◆ Information ◆
* * * * * * * * *

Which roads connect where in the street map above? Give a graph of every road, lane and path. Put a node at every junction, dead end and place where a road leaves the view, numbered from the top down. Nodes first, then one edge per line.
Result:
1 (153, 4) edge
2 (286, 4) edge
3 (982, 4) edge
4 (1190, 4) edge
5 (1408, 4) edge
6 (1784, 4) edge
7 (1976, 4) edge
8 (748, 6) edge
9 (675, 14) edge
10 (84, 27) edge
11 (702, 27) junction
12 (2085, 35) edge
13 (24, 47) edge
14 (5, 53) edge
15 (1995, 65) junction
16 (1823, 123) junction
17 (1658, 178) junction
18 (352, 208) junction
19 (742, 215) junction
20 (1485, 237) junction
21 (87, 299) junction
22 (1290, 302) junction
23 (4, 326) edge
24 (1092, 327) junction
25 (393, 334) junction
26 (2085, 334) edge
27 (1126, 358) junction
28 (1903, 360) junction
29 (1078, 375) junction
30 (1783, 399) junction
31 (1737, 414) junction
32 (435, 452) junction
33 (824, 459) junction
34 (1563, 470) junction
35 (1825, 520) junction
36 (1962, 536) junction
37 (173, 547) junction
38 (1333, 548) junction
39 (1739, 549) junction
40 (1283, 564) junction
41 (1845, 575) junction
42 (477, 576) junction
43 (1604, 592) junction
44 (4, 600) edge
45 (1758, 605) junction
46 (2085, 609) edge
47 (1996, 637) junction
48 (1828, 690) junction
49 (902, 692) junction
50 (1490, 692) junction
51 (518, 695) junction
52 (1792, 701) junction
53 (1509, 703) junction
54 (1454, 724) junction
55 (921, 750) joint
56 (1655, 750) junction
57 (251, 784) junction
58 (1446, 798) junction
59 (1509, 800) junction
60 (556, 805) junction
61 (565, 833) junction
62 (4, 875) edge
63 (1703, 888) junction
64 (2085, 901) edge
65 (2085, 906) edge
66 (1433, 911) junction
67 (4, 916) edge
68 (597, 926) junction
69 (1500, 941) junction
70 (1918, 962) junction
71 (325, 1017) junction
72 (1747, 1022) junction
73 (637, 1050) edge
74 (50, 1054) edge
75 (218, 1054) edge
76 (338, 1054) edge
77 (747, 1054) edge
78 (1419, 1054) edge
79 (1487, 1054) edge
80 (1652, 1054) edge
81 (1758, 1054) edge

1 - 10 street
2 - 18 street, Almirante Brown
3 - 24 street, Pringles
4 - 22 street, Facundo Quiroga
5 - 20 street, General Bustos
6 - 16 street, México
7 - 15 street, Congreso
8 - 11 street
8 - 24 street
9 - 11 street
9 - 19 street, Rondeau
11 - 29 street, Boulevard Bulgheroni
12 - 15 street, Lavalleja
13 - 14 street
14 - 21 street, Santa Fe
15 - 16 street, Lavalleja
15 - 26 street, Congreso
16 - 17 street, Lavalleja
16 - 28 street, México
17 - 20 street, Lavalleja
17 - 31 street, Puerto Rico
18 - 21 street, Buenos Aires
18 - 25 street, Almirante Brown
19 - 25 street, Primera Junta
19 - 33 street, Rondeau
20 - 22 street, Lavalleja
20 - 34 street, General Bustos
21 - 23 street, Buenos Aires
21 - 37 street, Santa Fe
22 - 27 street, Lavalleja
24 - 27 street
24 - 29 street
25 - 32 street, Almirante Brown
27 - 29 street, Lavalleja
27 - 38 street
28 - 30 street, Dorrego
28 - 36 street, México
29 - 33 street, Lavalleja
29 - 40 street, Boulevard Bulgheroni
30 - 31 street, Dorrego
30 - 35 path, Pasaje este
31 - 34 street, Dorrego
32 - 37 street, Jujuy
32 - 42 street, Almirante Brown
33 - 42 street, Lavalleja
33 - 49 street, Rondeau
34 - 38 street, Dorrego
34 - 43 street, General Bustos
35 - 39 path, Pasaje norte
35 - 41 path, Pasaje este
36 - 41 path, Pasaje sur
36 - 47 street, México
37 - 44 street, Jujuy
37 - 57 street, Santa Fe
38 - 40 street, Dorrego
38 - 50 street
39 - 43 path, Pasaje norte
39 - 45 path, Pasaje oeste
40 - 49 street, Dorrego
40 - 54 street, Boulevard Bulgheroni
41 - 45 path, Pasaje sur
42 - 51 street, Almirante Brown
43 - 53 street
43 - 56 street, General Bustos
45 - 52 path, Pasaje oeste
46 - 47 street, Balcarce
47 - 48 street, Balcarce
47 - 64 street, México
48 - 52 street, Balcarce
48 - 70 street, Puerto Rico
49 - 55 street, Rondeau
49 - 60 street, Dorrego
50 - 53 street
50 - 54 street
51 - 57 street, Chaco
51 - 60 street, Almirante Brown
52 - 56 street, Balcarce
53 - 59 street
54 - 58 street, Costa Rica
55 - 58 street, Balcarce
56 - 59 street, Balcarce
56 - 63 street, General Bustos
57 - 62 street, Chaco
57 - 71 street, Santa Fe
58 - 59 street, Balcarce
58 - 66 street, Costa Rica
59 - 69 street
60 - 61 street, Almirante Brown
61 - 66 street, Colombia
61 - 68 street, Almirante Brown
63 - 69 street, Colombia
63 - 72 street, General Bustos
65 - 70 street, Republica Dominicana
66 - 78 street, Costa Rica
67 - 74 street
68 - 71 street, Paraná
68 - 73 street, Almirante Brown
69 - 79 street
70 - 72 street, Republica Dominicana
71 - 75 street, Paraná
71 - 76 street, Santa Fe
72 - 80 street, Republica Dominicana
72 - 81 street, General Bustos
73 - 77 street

* * * * * * * * *

◆ The task ◆
The expected result is every line from the material above that includes "Paraná".

◆ Your solution ◆
68 - 71 street, Paraná
71 - 75 street, Paraná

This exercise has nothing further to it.